2013: J’aurais voulu ?

Non, je veux ce qui est déjà là !

Nicole Cage

Volé dan sièl!
Photo Philippe Bourgade.

La fin du monde cataclysmique du 21 décembre n’a pas eu lieu. Et pourtant l’agonie du vieux monde a commencé. Le monstre mortellement blessé tire ses dernières salves. Il s’agite tous azimuts, frénétique, il tente de sauver ce qu’il croit pouvoir l’être. Il s’accroche à ses ultimes avoirs, se terre derrière le rempart de ses possessions, de son pouvoir qu’il soit militaire, économique, religieux ou politique ou hélas les quatre réunis dans ses mains étrangleuses de vie vraie. Il lance ses dernières cartouches – les plus meurtrières!

Affolé, le monstre se livre à des tractations, à des alliances contre-nature, à des transactions ubuesques. Il attaque frontalement ou sournoisement les figures de proue du changement; il alimente ou fomente des pseudo révolutions, il manipule les printemps libérateurs. Il tue sans pitié en désignant à la vindicte populaire les coupables qu’il a choisis. Il envoie ses «soldats de la paix» semer le désordre et le malheur sur leur passage. Il continue d’écarteler et d’exploiter l’Afrique aidé en cela par les potentats locaux qui lui ont vendu leur âme. Il saigne Haïti condamnée à payer éternellement l’inexcusable faute d’avoir osé. Il interdit à chaque petit palestinien le droit de vivre son enfance dans une maison sienne, dans un pays sien. Il fait des oraisons pour que meurent Chávez et Morales.

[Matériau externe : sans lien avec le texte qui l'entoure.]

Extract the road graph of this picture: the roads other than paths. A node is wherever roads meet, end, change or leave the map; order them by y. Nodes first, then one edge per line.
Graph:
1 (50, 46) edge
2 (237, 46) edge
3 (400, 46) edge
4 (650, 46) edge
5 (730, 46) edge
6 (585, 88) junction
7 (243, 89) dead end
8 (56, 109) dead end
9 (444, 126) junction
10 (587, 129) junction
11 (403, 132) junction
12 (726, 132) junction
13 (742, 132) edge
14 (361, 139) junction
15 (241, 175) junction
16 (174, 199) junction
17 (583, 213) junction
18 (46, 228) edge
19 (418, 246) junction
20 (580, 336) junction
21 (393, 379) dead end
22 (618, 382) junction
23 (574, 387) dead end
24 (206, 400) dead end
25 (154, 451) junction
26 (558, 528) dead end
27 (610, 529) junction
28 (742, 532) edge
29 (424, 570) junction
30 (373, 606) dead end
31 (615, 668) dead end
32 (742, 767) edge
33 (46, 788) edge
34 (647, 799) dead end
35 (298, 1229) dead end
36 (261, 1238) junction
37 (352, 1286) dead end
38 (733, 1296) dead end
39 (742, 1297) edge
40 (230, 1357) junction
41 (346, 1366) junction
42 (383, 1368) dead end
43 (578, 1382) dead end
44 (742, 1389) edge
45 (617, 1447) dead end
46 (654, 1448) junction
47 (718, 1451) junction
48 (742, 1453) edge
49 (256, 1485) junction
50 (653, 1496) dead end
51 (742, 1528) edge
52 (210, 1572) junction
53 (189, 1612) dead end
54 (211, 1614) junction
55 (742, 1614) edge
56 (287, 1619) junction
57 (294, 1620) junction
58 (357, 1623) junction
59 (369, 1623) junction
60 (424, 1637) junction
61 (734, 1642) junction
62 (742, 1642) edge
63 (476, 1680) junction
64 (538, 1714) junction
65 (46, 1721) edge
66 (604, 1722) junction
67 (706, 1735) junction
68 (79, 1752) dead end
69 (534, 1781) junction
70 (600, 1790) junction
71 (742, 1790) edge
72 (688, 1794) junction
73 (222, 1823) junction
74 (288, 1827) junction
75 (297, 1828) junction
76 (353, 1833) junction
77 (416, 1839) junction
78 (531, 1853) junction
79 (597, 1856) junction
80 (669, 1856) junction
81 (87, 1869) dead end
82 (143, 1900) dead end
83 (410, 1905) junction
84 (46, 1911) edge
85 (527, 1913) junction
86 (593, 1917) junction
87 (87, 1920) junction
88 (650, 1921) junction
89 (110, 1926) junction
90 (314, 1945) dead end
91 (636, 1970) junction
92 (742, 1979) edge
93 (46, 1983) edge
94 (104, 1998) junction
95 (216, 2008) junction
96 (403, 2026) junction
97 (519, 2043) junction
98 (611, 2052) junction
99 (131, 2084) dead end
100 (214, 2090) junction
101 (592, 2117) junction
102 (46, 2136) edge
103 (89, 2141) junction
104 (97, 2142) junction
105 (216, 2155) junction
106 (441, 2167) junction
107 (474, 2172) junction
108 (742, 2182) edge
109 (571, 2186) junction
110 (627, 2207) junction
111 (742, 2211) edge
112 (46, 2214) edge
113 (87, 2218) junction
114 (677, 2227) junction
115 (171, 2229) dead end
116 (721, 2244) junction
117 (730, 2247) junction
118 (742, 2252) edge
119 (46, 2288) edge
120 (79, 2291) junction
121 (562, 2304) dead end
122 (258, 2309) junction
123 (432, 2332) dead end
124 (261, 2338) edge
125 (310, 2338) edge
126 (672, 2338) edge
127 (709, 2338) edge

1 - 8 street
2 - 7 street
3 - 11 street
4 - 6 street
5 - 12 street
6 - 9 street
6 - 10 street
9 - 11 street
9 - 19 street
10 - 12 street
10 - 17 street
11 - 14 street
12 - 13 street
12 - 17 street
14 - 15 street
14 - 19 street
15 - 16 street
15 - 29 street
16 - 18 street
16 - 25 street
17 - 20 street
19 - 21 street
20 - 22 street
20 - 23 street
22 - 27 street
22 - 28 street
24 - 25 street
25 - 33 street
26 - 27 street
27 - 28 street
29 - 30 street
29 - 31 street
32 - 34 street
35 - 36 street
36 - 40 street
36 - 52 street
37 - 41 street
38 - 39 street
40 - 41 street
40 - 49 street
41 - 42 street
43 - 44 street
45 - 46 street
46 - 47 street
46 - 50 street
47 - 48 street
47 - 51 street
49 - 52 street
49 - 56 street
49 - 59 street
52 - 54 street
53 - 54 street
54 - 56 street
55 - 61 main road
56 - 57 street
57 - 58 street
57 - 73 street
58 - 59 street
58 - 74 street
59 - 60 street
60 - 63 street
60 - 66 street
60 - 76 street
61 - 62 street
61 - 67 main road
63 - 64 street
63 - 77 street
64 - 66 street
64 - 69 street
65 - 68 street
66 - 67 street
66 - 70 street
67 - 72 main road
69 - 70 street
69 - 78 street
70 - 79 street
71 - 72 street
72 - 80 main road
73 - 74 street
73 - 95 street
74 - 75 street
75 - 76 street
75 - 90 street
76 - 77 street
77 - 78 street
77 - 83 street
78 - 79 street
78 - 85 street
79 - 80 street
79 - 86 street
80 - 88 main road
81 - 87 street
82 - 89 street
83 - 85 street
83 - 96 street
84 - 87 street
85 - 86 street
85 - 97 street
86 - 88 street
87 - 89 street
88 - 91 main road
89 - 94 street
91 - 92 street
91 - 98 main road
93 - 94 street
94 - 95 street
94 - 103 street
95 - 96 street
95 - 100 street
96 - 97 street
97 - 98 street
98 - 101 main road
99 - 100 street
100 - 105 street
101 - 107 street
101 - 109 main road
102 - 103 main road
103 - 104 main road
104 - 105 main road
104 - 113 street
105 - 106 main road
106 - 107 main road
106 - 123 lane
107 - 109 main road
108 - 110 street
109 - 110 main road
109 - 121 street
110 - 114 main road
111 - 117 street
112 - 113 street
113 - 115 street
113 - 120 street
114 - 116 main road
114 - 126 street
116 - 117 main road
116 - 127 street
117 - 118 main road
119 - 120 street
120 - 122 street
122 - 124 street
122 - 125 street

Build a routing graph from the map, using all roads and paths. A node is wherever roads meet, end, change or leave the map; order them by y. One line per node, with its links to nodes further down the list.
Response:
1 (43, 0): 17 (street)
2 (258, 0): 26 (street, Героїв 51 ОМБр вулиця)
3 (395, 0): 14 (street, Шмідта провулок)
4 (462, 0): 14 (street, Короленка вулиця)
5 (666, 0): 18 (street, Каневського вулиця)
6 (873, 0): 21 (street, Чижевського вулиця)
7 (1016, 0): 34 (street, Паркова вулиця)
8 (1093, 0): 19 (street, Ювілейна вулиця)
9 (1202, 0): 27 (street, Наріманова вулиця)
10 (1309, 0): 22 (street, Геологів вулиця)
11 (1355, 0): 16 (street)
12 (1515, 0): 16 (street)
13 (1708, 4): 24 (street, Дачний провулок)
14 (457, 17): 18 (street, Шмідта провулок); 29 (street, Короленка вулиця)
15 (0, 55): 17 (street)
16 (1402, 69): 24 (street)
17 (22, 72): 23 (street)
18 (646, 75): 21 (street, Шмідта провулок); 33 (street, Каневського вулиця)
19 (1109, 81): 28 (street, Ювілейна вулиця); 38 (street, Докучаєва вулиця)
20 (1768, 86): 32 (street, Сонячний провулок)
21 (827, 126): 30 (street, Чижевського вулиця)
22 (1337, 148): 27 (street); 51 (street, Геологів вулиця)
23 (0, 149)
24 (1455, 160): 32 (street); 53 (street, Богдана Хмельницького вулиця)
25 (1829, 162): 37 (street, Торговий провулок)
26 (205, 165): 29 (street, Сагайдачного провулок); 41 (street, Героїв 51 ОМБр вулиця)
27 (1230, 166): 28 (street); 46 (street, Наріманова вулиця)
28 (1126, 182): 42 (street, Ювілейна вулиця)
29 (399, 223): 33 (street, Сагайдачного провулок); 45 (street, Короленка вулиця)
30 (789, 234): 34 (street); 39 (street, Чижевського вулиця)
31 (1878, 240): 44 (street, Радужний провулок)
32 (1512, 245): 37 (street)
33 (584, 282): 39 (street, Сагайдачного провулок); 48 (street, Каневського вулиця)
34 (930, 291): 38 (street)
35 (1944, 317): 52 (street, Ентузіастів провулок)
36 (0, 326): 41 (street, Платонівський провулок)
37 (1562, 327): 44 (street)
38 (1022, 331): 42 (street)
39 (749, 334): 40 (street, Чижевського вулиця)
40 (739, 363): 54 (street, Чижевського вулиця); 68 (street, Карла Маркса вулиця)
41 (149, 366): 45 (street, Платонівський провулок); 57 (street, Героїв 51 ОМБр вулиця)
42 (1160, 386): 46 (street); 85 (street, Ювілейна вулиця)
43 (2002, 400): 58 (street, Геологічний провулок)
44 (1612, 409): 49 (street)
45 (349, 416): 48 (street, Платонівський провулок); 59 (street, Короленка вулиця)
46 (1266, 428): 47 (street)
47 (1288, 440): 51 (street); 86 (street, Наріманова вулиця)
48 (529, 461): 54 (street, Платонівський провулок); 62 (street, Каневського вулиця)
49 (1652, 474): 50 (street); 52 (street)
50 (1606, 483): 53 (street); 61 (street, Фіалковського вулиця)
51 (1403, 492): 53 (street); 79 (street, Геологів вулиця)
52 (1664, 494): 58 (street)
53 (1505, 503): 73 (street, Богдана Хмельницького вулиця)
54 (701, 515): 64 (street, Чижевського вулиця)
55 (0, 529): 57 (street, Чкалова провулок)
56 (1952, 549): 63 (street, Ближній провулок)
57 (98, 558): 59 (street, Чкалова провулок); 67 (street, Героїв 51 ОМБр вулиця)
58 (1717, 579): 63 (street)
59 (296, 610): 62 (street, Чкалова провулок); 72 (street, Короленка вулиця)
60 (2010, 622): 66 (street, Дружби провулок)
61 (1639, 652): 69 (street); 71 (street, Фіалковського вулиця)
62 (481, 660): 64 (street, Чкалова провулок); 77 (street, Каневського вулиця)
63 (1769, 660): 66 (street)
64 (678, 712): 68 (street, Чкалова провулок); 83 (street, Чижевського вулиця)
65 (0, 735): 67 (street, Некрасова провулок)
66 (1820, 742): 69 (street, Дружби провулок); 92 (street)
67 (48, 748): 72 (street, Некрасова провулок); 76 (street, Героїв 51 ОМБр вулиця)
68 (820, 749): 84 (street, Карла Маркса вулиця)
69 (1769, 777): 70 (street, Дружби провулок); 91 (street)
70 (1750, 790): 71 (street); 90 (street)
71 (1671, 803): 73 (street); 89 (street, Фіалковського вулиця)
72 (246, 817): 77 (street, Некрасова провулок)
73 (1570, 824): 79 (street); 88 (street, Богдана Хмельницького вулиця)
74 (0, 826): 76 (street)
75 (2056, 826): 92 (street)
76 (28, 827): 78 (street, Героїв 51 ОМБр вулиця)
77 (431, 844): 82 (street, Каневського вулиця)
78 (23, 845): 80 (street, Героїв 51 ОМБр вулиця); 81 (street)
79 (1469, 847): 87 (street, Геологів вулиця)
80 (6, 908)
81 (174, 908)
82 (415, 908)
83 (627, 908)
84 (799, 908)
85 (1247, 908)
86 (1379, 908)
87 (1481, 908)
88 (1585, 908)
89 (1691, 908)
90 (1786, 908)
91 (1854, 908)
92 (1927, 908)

Et ce qui vaut pour le monde vaut pour mon si petit pays. Son éloignement géographique de la tête du monstre et sa petitesse ne le tiennent pas à l’abri de ses soubresauts désordonnés. Les tentacules de la Bête arrivent jusqu’à nous, accueillies, alimentées, caressées par les relais locaux dont elle sait flatter la vanité et la soif d’encore plus de pouvoir…

Alors, le monde aurait-il vraiment dû disparaître le 21 décembre dernier? N’y a-t-il désormais de place que pour les pronostics les plus sombres ? Ne nous reste-t-il rien d’autre à faire que de regarder notre pays et la terre sombrer dans une fin qui ne dit pas son nom?

Ce n’est pas le choix que je fais et je ne crois pas être dans l’illusion, même si je me qualifie moi-même de «naïve volontaire».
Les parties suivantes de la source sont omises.